By Kate Schachter
Since Citizens’ Climate Lobby (CCL) started in 2006, it has been laser-focused on a price on carbon as the best way to address CO2 impact on our climate. As their efforts have steadily raised awareness in D.C. about the urgency of climate action, they now lobby for issues like clean electric energy, permitting reform, and healthy forests, as well as a price on carbon. In addition, many chapters take on additional passions and challenges that need to be addressed through citizen advocacy to our legislature - city, county, state or federal. For example, we are working with Rep. Nydia Velázquez (D-NY7) on the Climate Displaced Persons Act for reintroduction to the current Congress. It’s a lot to learn, but CCL staff puts together an excellent training program with speakers, panels, and workshops at the annual conferences, June and November. To catch up on some of the terms (how many times have you heard the words carbon+border+adjustment+mechanism strung together – or its acronym CBAM?!) and gain understanding, here is access to the whole list of recorded events.
This year was the fourth conference in DC that I’ve attended as a member of the CCL Madison chapter, as well as our own CCL Peace Corps Action Team (PCAT). I’ve also participated in several virtual conferences during the height of COVID. Brady Fergusson and Mike Roman co-lead the PCAT. Consider joining to amp up your own knowledge about how to advocate in our democracy for legislative solutions to climate change.
One of the interesting challenges of being involved in a non-profit organization that is spread all over the country is that we rarely have a chance to meet in person. This conference helps bridge that divide. Barbara Jue has been a member and our Secretary since April 2020, but we've never met in person, only over Zoom. We took the opportunity to visit Peace Corps Park (see photo) and had lunch the day before the conference began. Our PCAT table was a good place to touch base again, in the midst of almost 1,000 attendees at the conference.

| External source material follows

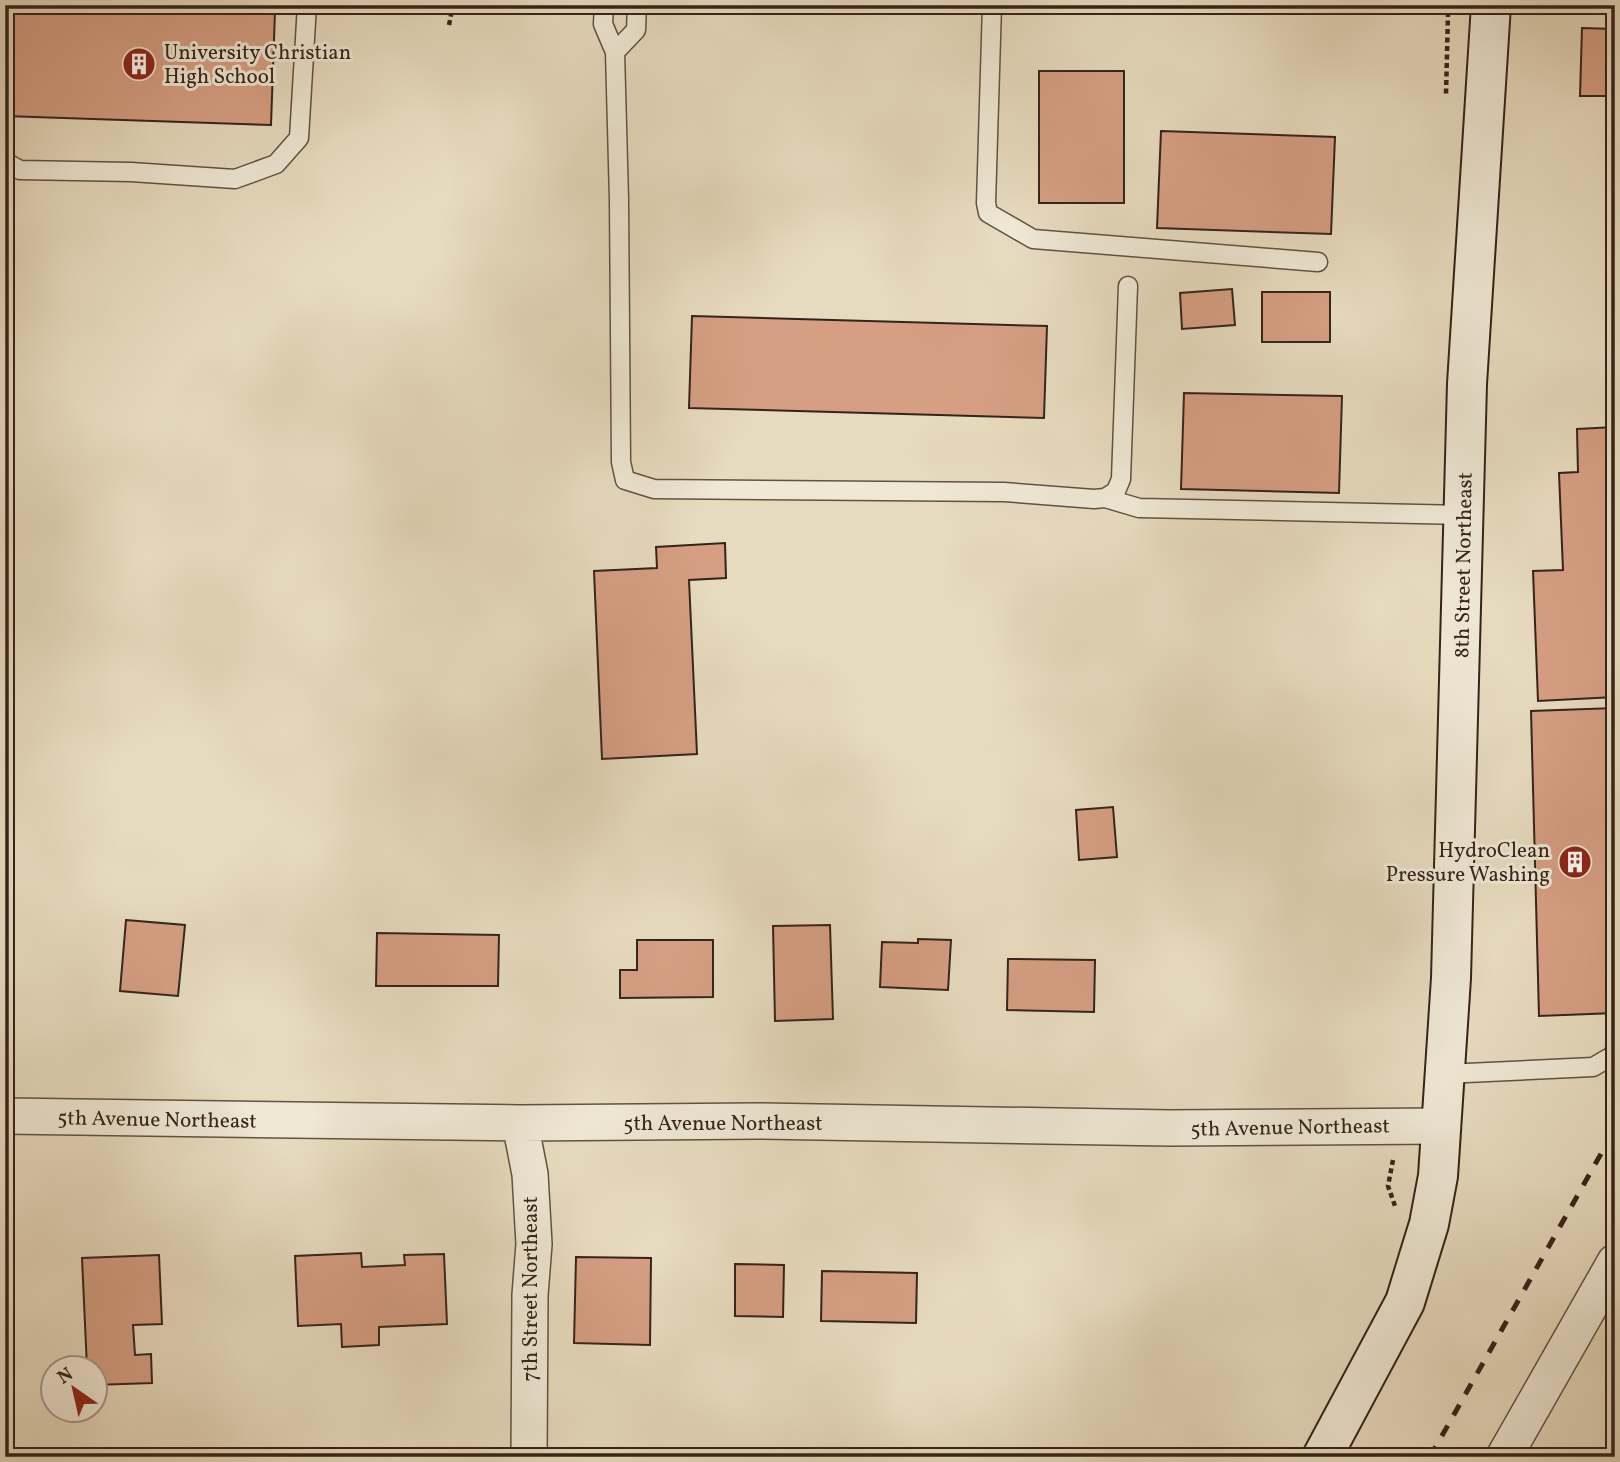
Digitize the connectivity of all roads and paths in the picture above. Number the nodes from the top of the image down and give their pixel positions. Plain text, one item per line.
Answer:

Let me close with one of my several personal ‘aha’ moments from this year. Since 1979 I have been strongly anti-nuclear technology (think...Three Mile Island). I demonstrated in Madison. I took a chartered bus of the "No Nukes of the North" to Washington DC to demonstrate with my two children, ages 8 and 6 at the time. I could never shake the eerie feeling of pending disaster, the reminders of "duck and cover" as a schoolgirl. That is, until this conference and the "new nuclear" of small-scale, green power generation. Granted, I am still a skeptic, but 'nuclear' is no longer a dirty word. After talking with Isuru Seneviratne at the Nuclear Energy Action Team (NEAT) and listening to the presentation at the end of the day on Monday, I am ready to listen with an open mind.